Robotics is the science. In scientific words a "Robot" is an electromechanical arm device with a computer interface, a combination of electrical, mechanical, and computer engineering. It is a mechanical arm that performs tasks in Industries, space exploration, and science. One such idea was to make an automated arm - A robot - In laparoscopy to control the telescope-camera unit electromechanically and then with a computer interface using voice control. It took us 5 long years from 2004 to bring it to the level of obtaining a patent. That was the birth of the Swarup Robotic Arm (SWARM) which is the first and the only Indian contribution in the field of robotics in laparoscopy as a total voice controlled camera holding robotic arm developed without any support by industry or research institutes.

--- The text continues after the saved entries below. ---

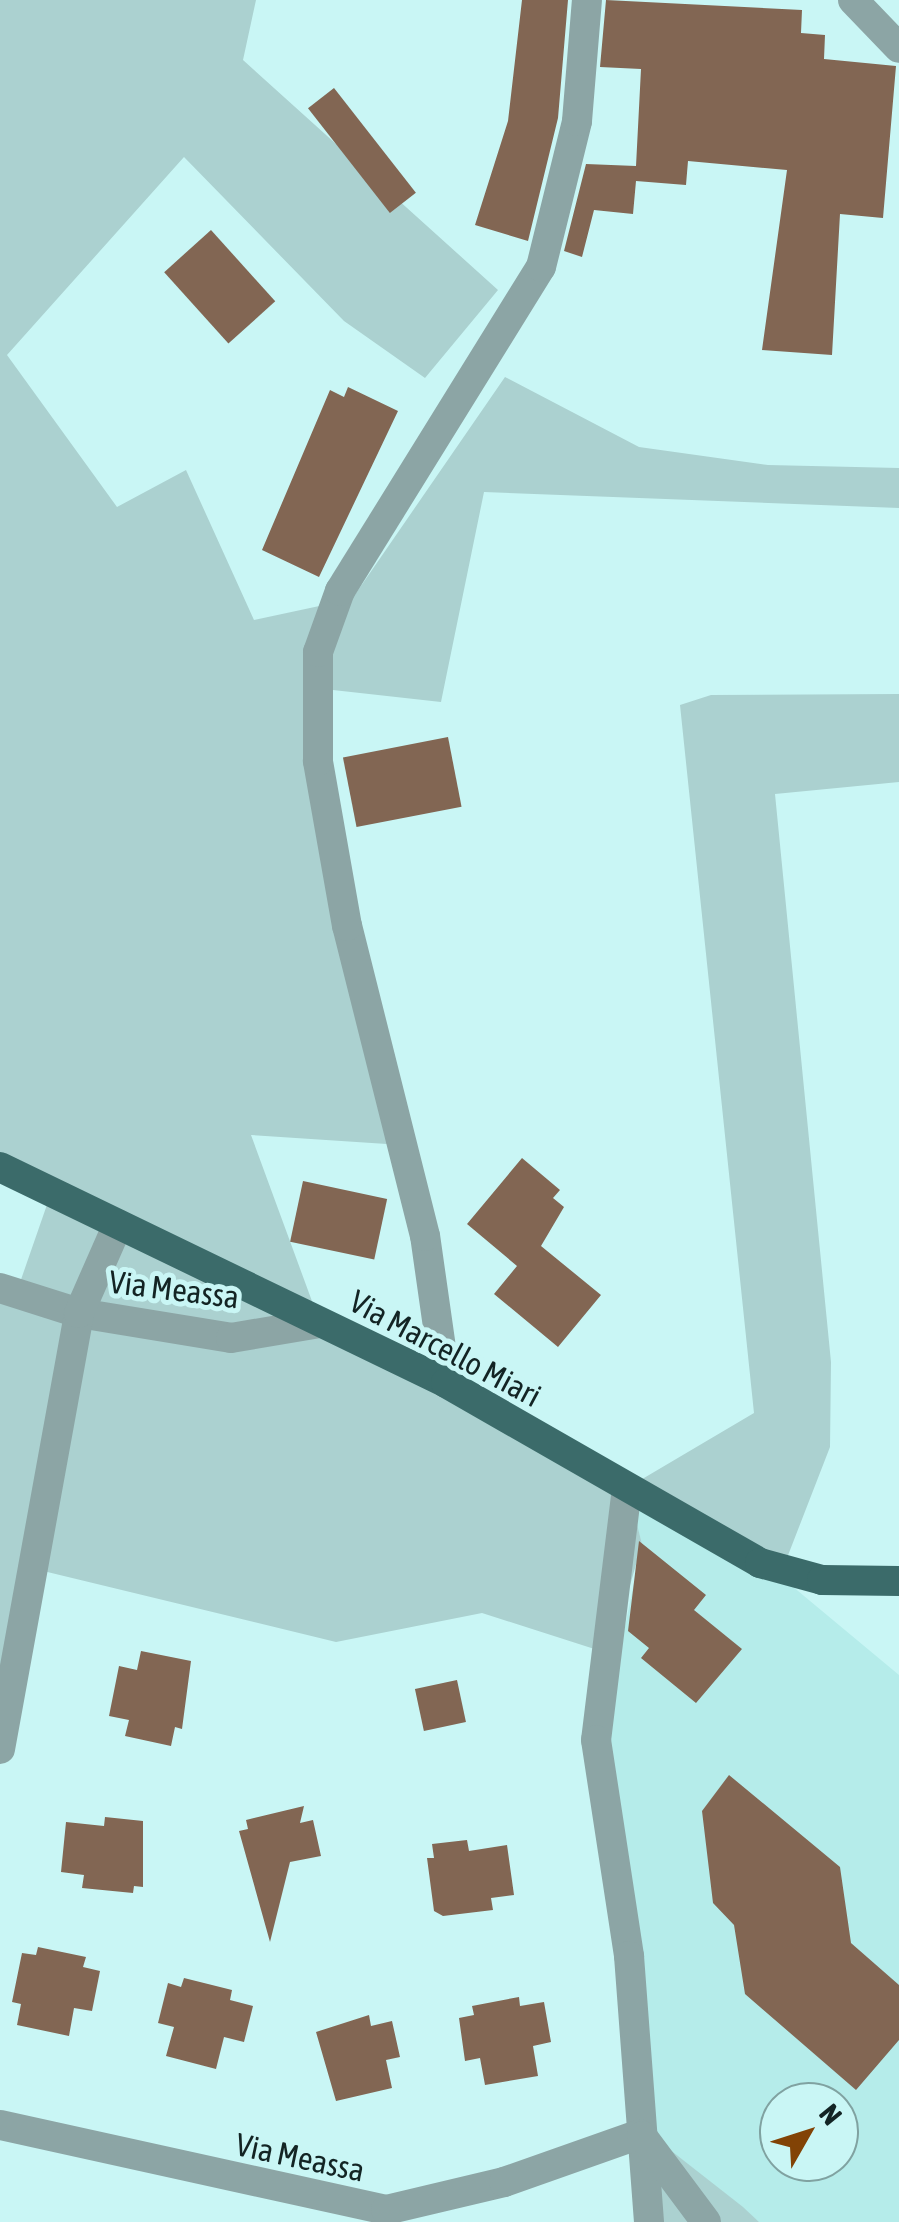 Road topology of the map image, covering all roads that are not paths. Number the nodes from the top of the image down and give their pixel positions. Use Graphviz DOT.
graph roads {
  1 [pos="587,0"];
  2 [pos="853,0"];
  3 [pos="899,48"];
  4 [pos="0,1167"];
  5 [pos="118,1224"];
  6 [pos="0,1288"];
  7 [pos="79,1314"];
  8 [pos="320,1323"];
  9 [pos="446,1383"];
  10 [pos="628,1488"];
  11 [pos="899,1581"];
  12 [pos="858,1584"];
  13 [pos="899,1600"];
  14 [pos="0,1749"];
  15 [pos="0,2125"];
  16 [pos="640,2134"];
  17 [pos="649,2222"];
  18 [pos="706,2222"];
  1 -- 9 [label="street"];
  2 -- 3 [label="street"];
  4 -- 5 [label="main road, Via Marcello Miari"];
  5 -- 7 [label="street, Via Meassa"];
  5 -- 8 [label="main road, Via Marcello Miari"];
  6 -- 7 [label="street, Via Meassa"];
  7 -- 8 [label="street, Via Meassa"];
  7 -- 14 [label="street, Via Meassa"];
  8 -- 9 [label="main road, Via Marcello Miari"];
  9 -- 10 [label="main road, Via Marcello Miari"];
  10 -- 12 [label="main road, Via Marcello Miari"];
  10 -- 16 [label="street"];
  11 -- 12 [label="main road, Via Marcello Miari"];
  12 -- 13 [label="main road, Via Marcello Miari"];
  15 -- 16 [label="street, Via Meassa"];
  16 -- 17 [label="street"];
  16 -- 18 [label="street"];
}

Keywords: Camera holding robotic arm, laparoscopic, robotic arm


How to cite this article:
Deshpande SV. Innovation in Robotic Surgery: The Indian Scenario. J Min Access Surg 2015;11:106-10

How to cite this URL:
Deshpande SV. Innovation in Robotic Surgery: The Indian Scenario. J Min Access Surg [serial online] 2015 [cited 2019 Jan 19];11:106-10. Available from: http://www.journalofmas.com/text.asp?2015/11/1/106/147724



 ¤ Introduction Top


It has been said that "need is the mother of innovation." The journey may start with any idea and lead to a need-based approach in application, design, development, and implementation till prototype level. This can be a long journey with many hurdles. Actual clinical application and acceptance is the step next. Can such ideas come from small set ups? In a way, the demands and needs in smaller set ups are more. An enthusiastic surgeon with a background knowledge of engineering can dream of bringing his ideas in reality.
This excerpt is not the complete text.